■ Exercise requirements ■
Across the records below, how many lines include the word "nodes"? State only the number.

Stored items
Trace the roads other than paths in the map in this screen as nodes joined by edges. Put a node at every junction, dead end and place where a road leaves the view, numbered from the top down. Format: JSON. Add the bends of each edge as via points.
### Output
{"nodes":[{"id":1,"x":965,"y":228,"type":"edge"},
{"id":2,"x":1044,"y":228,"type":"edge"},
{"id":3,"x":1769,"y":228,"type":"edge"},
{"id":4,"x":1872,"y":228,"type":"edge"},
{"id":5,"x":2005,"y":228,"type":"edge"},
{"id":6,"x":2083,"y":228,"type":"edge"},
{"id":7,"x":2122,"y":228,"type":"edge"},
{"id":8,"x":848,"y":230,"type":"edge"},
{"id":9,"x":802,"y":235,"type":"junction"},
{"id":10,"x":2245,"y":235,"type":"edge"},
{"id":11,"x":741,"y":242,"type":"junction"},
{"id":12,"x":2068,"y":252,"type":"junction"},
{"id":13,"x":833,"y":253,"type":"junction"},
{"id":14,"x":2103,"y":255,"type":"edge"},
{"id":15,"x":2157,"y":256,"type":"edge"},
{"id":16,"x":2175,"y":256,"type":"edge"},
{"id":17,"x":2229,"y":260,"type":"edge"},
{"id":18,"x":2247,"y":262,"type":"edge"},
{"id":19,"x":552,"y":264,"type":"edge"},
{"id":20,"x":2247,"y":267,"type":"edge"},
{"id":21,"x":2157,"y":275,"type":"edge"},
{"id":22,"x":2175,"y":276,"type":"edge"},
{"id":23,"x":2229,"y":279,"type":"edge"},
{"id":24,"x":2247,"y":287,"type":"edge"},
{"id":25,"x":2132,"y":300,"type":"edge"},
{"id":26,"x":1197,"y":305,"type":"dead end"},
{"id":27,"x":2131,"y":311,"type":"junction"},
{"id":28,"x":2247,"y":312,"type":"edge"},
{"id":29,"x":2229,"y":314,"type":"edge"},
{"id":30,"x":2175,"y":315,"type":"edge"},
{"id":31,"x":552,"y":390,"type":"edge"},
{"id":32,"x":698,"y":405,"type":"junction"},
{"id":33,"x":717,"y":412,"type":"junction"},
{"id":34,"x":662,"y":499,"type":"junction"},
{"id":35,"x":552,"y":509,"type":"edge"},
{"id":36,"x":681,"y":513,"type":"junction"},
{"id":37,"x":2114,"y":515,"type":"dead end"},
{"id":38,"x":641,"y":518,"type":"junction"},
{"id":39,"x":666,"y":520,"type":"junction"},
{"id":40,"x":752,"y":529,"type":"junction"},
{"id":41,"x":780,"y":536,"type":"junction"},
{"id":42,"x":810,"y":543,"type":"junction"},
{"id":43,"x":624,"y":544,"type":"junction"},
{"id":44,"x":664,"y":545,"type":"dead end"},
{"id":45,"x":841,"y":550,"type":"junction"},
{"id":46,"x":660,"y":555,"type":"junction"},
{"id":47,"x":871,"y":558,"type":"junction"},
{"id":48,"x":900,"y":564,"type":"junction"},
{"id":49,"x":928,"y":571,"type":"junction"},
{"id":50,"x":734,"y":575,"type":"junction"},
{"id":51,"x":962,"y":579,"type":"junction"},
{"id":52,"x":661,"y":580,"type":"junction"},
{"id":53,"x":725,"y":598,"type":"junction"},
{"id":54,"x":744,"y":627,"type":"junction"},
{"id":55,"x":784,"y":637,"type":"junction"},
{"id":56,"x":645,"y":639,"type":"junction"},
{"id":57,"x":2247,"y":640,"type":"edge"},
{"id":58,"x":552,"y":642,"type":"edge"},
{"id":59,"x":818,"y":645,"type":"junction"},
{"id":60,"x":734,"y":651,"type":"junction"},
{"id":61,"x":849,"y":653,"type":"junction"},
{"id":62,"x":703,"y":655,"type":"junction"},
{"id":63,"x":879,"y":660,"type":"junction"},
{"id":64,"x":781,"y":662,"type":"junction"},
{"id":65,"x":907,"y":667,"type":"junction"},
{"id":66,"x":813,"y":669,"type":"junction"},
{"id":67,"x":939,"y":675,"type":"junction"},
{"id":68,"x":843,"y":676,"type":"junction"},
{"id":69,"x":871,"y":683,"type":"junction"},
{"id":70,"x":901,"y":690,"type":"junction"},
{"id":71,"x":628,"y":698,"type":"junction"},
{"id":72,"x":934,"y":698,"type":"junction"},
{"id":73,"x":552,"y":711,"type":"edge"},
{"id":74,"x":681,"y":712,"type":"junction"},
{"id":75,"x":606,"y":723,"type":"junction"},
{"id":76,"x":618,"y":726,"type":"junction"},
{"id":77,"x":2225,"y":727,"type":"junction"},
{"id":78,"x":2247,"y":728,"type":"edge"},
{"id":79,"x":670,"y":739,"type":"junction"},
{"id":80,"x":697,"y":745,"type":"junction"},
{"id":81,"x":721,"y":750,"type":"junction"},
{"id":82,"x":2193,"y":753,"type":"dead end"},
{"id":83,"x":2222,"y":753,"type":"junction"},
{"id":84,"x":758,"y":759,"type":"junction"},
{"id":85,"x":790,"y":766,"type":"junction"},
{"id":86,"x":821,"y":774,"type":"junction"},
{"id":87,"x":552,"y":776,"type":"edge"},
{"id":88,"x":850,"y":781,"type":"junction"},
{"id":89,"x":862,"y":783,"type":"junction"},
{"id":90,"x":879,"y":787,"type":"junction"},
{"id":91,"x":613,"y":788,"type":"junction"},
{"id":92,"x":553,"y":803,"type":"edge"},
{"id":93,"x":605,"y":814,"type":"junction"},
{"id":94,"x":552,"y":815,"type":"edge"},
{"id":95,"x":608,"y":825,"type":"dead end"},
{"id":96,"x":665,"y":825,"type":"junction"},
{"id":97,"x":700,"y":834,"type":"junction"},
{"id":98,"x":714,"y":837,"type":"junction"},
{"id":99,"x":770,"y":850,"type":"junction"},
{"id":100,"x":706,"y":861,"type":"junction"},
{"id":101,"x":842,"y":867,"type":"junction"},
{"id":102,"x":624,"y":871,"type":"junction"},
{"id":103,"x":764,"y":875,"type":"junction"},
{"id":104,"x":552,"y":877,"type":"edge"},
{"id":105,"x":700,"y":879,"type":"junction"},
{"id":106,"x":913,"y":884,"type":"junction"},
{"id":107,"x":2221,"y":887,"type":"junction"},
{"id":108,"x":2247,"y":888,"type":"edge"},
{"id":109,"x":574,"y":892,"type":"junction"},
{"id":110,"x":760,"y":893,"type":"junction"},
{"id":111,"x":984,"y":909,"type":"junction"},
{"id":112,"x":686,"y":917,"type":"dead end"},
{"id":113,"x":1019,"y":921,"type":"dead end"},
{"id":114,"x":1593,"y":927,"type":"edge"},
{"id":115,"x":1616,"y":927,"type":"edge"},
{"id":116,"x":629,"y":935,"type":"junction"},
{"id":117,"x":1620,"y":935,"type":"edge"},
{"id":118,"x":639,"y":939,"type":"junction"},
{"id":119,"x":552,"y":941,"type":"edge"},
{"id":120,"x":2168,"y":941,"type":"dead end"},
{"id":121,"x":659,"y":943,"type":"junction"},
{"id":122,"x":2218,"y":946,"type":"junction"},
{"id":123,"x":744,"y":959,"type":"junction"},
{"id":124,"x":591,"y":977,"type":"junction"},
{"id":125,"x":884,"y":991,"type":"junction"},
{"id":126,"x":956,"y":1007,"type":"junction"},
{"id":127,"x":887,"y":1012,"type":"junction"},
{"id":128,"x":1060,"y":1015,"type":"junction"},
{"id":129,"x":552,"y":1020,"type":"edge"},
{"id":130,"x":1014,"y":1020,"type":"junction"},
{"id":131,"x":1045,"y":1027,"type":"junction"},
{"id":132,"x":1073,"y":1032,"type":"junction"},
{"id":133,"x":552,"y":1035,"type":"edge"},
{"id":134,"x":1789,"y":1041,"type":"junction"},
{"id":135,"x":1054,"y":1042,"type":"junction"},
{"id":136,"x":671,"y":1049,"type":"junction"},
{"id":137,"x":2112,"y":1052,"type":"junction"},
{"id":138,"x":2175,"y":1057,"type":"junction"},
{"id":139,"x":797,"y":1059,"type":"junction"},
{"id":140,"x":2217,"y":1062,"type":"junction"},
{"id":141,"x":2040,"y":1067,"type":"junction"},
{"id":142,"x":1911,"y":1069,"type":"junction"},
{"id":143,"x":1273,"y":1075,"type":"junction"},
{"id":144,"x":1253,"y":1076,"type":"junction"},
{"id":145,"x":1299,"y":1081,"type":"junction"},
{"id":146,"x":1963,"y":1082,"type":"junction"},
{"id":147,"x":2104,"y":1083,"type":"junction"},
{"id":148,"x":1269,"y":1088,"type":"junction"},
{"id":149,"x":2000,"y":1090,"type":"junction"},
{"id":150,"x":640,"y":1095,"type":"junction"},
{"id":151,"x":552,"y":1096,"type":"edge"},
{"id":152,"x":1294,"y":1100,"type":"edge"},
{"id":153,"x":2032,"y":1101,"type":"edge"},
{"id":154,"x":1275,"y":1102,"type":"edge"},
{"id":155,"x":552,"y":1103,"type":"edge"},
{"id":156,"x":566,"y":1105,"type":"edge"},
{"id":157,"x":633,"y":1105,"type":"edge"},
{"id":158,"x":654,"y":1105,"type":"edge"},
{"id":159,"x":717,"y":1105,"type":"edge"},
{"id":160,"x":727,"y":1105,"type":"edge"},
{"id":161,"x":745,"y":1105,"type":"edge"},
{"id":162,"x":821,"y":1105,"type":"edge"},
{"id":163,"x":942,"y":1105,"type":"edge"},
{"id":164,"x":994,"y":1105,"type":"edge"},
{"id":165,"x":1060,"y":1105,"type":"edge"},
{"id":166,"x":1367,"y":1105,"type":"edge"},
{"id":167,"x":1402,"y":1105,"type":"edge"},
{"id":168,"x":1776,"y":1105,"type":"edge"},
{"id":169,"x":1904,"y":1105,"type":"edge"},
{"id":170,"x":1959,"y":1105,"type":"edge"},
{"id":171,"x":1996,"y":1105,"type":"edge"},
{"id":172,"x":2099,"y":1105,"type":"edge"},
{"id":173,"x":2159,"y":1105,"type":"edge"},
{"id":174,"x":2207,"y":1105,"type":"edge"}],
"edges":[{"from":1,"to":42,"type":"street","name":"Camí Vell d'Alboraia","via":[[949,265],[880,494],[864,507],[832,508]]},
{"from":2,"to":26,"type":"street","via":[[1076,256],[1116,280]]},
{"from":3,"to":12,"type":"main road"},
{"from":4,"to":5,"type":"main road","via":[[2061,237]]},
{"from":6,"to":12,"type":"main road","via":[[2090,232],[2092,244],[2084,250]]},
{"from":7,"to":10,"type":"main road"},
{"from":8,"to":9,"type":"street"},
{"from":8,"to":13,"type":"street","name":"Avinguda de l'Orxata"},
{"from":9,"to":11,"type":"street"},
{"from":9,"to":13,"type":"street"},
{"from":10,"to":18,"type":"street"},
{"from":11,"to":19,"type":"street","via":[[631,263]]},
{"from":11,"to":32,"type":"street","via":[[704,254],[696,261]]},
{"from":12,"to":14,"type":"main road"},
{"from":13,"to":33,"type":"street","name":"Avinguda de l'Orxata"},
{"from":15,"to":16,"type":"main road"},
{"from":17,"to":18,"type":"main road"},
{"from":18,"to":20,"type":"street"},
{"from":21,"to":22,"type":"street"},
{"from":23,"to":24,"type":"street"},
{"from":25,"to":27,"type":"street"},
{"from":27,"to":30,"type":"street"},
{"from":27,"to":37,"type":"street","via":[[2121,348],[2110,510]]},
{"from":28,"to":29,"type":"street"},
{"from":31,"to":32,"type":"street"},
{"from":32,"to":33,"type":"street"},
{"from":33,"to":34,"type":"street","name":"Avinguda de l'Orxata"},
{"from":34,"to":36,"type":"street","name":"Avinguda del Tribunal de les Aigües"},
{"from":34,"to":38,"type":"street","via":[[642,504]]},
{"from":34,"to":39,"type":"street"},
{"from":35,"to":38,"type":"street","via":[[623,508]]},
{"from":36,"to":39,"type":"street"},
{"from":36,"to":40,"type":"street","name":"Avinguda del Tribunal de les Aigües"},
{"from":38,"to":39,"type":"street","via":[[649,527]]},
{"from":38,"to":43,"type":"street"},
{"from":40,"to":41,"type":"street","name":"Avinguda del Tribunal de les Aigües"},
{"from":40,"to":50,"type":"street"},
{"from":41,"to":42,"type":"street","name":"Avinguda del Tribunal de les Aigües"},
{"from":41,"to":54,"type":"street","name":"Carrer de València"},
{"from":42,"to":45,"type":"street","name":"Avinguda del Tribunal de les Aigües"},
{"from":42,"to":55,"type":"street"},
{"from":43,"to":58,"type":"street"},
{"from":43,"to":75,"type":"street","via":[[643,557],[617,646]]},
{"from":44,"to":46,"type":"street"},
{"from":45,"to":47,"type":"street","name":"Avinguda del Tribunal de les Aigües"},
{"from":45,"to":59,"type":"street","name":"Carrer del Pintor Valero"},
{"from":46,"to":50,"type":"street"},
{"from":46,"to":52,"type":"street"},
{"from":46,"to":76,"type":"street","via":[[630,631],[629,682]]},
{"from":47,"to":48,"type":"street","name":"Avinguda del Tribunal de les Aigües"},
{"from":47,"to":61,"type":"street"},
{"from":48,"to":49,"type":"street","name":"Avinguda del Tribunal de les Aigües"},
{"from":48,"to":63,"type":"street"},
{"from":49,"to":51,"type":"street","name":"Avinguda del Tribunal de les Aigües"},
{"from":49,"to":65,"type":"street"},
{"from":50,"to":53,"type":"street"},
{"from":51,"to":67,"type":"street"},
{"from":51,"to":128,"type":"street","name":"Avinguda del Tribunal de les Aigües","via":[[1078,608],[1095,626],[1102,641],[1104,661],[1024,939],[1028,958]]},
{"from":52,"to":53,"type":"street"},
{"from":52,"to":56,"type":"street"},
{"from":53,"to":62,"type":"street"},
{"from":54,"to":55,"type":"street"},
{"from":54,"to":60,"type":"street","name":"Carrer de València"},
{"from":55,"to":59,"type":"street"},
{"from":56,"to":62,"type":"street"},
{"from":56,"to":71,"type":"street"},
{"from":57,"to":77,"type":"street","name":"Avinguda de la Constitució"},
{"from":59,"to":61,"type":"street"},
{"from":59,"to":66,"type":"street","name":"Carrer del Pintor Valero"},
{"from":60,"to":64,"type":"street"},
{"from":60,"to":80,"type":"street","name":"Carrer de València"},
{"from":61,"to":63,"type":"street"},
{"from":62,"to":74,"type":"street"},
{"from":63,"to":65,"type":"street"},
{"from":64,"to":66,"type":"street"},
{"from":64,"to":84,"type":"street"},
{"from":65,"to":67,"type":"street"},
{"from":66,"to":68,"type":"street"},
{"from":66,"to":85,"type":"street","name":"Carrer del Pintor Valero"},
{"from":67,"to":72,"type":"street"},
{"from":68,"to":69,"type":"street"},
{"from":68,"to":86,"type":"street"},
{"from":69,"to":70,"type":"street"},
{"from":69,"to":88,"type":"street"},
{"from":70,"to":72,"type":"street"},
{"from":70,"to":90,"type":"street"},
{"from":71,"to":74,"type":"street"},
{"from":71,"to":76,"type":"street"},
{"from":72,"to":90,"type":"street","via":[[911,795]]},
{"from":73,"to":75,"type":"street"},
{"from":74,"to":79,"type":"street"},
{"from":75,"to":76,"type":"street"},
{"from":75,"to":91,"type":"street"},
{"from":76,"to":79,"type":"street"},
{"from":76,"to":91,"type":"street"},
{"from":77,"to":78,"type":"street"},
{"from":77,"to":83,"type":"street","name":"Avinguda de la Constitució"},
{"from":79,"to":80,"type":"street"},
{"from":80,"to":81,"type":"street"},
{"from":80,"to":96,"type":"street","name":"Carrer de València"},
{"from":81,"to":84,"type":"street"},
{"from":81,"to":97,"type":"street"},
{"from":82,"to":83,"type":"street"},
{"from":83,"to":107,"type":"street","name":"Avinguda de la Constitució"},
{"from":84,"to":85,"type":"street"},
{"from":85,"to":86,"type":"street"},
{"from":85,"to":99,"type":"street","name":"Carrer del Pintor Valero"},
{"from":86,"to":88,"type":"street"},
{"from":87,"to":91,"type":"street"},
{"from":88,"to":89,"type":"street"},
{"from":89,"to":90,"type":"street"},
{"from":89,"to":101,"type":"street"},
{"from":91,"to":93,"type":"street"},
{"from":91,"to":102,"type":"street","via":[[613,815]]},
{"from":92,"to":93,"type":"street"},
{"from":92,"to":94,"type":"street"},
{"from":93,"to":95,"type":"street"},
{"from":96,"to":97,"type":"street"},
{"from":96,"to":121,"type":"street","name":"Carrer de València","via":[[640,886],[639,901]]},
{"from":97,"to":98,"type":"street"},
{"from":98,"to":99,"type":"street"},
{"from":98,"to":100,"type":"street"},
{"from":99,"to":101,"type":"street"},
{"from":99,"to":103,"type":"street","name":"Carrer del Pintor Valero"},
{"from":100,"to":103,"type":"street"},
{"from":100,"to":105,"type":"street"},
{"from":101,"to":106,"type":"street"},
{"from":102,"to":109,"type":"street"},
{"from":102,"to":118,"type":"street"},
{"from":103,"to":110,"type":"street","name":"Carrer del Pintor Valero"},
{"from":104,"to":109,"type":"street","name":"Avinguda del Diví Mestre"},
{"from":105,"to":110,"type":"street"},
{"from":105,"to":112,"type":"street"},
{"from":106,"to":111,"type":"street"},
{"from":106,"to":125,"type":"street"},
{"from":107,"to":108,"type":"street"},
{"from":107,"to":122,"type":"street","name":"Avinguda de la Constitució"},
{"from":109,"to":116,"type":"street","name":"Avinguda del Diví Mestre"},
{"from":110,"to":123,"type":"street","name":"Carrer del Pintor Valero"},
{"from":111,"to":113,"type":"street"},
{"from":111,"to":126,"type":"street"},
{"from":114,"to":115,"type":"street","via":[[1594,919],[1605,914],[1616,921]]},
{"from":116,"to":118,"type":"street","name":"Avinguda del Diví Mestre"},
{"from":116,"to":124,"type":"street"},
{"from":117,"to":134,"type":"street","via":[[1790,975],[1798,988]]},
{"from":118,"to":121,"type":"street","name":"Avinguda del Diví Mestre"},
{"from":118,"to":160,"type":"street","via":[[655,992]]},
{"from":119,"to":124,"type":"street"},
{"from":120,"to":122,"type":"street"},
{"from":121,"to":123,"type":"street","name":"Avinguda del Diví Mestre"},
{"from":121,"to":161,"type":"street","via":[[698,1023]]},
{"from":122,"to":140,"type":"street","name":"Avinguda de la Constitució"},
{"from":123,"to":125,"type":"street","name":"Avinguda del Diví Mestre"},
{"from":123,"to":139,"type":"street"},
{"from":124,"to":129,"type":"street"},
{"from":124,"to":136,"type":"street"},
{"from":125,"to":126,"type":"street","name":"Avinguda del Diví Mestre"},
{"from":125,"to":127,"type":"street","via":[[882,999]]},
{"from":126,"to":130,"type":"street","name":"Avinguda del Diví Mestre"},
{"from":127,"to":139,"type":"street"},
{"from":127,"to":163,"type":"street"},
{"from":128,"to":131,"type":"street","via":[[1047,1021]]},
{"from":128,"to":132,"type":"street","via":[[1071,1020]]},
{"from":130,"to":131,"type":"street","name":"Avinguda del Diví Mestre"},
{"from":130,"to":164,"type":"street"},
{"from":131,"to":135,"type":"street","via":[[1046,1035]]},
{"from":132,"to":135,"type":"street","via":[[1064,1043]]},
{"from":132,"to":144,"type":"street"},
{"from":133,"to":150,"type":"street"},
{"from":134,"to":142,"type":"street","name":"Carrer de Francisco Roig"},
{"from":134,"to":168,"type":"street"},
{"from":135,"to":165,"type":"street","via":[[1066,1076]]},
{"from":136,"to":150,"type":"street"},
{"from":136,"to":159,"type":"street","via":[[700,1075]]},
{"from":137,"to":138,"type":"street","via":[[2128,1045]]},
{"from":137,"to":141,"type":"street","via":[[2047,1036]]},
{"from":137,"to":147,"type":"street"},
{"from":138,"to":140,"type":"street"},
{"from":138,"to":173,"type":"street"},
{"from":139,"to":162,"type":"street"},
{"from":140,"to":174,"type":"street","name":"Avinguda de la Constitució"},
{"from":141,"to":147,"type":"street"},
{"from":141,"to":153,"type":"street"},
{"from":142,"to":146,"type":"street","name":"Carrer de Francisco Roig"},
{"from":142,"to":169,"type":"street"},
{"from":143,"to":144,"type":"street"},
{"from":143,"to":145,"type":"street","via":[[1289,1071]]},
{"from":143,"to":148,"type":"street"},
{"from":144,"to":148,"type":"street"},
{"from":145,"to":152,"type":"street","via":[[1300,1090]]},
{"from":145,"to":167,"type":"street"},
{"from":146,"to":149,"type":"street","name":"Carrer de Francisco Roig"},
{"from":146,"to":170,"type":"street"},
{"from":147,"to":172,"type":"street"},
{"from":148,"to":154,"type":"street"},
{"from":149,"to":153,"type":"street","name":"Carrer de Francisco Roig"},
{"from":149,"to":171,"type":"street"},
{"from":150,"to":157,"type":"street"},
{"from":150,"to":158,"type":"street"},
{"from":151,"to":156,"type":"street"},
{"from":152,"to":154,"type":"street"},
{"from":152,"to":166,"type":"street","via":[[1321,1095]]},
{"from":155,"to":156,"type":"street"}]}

■ Answer space ■
2